The Last White Man

Mohsin Hamid

The Last White Man
Format
Paperback
Publisher
Penguin Books Ltd
Country
United Kingdom
Published
10 August 2023
Pages
240
ISBN
9780241995556

The Last White Man

Mohsin Hamid

From the twice Booker-shortlisted author of The Reluctant Fundamentalist and Exit West, a story of love, loss, and rediscovery in a time of unsettling change.

One morning, Anders wakes to find that his skin has turned dark, his reflection a stranger to him. At first he tells only Oona, an old friend, newly a lover.

Soon, reports of similar occurrences surface across the land. Some see in the transformations the long-dreaded overturning of an established order, to be resisted to a bitter end. In many, like Anders’s father and Oona’s mother, a sense of profound loss wars with profound love.
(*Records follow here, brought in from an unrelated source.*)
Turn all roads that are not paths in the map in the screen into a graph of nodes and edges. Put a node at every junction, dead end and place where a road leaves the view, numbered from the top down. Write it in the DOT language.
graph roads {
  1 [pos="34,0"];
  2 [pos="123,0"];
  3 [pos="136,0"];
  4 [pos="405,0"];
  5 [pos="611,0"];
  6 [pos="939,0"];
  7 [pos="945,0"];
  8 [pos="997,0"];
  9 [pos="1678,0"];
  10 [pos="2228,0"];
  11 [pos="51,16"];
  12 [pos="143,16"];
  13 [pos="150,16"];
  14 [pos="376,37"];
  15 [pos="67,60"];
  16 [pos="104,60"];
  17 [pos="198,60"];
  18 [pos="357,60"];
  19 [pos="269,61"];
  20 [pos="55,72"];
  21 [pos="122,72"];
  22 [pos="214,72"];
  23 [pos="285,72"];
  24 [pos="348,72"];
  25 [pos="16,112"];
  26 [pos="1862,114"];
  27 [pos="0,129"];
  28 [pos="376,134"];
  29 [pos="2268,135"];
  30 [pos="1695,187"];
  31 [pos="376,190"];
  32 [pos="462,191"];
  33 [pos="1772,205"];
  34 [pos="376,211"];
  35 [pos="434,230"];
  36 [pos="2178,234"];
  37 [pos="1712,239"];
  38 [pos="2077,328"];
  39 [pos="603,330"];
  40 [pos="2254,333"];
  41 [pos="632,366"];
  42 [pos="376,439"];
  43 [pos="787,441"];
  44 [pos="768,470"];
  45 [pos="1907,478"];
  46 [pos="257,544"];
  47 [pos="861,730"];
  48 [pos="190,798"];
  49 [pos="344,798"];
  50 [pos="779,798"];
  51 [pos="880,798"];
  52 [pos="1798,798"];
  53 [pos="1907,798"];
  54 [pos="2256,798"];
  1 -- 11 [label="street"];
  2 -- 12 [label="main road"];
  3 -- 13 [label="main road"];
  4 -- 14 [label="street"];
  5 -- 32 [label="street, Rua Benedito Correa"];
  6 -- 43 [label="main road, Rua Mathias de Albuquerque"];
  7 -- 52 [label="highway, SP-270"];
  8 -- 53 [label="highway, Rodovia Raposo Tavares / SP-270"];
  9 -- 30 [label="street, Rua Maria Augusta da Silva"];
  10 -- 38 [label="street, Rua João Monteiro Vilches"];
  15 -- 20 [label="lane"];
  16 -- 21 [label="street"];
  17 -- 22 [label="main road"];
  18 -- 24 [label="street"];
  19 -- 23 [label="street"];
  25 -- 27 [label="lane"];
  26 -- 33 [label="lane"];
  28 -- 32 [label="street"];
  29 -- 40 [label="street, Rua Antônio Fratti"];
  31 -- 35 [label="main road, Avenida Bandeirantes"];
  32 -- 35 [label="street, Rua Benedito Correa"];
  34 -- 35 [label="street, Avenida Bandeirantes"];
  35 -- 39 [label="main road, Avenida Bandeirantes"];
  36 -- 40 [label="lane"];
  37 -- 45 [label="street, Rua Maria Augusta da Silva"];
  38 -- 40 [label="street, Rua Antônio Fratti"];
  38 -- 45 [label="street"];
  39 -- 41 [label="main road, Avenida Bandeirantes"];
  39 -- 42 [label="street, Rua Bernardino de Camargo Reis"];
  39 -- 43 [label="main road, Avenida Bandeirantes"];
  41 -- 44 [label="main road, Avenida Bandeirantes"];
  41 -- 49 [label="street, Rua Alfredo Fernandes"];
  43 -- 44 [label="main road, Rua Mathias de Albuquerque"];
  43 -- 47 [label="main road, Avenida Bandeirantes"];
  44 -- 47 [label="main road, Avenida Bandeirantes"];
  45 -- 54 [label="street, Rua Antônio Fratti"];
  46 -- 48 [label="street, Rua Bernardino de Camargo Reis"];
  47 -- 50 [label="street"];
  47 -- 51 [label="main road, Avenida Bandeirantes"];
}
As the bond between Anders and Oona deepens, change takes on a different shading: a chance to see one another, face to face, anew.

Review

Mohsin Hamid is known for writing short novels with a big impact. The Reluctant Fundamentalist provided readers with a sympathetic Islamic fundamentalist in the wake of September 11. Exit West used magic realism and a love story to explore the refugee crisis. This latest novel, similarly, pulls no punches.

The Last White Man opens with one of the most scintillating lines to grace a first page this year: ‘One morning Anders, a white man, woke up to find he had turned a deep and undeniable brown.’ In a panic, Anders turns to Oona, his on-again, off-again lover, for comfort and support and both characters are forced to reckon with what whiteness, and loss of whiteness, means.

Although Anders may be the first to turn, he isn’t the last. In a turn of events worthy of José Saramago, slowly every white person in the unnamed (although presumably Scandinavian and, therefore, presumably majority Caucasian) city turns brown, leading to crises of identity, vigilante white supremacy and even suicide. The novel explores white anxiety – the anxiety of feeling ‘threatened’ by the loss of privilege and a majority position. The Last White Man also tackles what Hamid has referred to as ‘violently nostalgic visions’ that prevent our ability to imagine new futures. Individuals, along with society, must reconcile who they were with who they are now and who they want to be in the future – a philosophical, sociological, and political question that is prompted by a physiological change. Who are you if you’re no longer white?

This is a lot to pack into just under 200 pages but, as mentioned above, Hamid is an old hand at challenging his readers’ world view in a one-sitting read. Hamid has already been twice shortlisted for the Booker Prize; this may very well be the book that gives him his hattrick – and perhaps a win.